Given data:
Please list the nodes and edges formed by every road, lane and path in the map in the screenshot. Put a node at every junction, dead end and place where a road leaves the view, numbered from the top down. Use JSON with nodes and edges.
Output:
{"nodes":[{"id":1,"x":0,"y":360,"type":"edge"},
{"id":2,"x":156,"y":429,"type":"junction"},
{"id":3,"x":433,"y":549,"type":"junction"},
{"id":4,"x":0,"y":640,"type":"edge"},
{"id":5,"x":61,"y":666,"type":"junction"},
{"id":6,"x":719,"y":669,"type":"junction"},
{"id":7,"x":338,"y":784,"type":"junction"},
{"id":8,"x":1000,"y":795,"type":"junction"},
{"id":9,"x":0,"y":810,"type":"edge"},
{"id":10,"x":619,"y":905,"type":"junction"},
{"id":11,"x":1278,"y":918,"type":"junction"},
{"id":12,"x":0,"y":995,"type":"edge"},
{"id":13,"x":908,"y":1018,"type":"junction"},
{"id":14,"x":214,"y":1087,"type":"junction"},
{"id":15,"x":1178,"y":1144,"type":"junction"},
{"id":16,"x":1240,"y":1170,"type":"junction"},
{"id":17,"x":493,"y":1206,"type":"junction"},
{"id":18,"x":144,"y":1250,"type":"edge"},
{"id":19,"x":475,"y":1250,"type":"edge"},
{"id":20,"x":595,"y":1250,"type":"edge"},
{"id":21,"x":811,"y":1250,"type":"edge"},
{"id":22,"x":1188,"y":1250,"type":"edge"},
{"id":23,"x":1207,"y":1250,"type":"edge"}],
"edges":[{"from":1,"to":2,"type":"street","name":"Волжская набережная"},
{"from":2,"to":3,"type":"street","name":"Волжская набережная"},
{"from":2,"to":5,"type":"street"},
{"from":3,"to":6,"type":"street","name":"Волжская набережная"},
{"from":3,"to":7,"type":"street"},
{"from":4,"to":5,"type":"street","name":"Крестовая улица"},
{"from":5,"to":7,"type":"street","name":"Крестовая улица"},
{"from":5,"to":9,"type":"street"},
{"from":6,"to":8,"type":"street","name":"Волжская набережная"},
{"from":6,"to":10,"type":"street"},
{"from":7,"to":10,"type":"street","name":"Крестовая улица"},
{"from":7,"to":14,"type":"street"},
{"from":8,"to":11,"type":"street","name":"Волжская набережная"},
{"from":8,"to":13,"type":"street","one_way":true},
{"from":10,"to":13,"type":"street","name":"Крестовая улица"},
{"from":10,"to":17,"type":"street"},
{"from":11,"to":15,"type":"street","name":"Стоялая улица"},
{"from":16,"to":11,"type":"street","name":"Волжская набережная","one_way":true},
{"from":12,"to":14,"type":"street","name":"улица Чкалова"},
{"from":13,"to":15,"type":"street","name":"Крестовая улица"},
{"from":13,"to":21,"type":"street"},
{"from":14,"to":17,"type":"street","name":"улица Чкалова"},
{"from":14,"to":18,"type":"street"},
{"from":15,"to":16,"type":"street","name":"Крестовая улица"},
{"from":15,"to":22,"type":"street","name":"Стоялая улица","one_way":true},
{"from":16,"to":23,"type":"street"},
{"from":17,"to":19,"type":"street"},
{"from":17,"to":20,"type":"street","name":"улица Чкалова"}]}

Work order: In the data above, how many lines contain the word "Чкалова"? Only the number is wanted.

Task result: 3